= Antal Amade de Várkony =

Hungarian count

Antal Amade de Várkony (25 November 1761 – 1 January 1835) was a Hungarian count and notable comes of Zagreb, Croatia, who established the first public theatre in the city of Zagreb in 1797.

==Early life==
He was born in Böős on 25 November 1761. His father was Count Tádé Amade, (1724–1807), and his mother was the Countess Mária Angélika Nyáry von Bedegh (b. 1734).

==Career==
He established the first public theatre in the city of Zagreb in 1797, called Amadeo's theatre.

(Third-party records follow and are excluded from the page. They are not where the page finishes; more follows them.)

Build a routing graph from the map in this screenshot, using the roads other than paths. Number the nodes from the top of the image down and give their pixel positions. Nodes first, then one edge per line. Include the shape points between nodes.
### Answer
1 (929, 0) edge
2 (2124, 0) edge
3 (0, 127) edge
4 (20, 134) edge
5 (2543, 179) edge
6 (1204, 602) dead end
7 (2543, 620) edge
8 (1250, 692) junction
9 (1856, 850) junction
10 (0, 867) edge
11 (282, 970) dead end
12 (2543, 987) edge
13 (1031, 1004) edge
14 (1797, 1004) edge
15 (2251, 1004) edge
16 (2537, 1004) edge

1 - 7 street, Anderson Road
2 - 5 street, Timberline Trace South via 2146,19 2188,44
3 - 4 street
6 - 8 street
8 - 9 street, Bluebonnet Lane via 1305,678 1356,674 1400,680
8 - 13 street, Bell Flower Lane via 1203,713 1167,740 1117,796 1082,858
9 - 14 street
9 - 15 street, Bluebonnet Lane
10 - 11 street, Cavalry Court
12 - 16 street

It was open until 1834. Amadeo's theatre was situated in the former Blatna (Mud) and Kazalisna (Theatre) Street, which afterwards got the name Demetrova. After closing his theatre, Amade withdrew to his estate in Hungary. The building in which it was situated is now the Croatian Natural History Museum and, from 2000, the home of the Amadeo Theatre and Music Company.

==Personal life==
Amade de Várkony was married to Anna Mária Esterházy (1745–1830), a daughter of Count Miklós Esterházy von Galántha and Princess Maria Susanna Anna Lubomirska. Together, they were the parents of:

- Ferenc Szerafin Amade de Várkony (1783–1823), who married Josefa von Boymund zu Payrsperg, a daughter of Johann Adam von Boymund zu Payrsperg.
- Antónia Amade de Várkony (b. 1790), who married Francis Taaffe, 8th Viscount Taaffe, son of Rudolph Taaffe, 7th Viscount Taaffe, in 1811.

Amade de Várkony died in Marcaltő on 1 January 1835.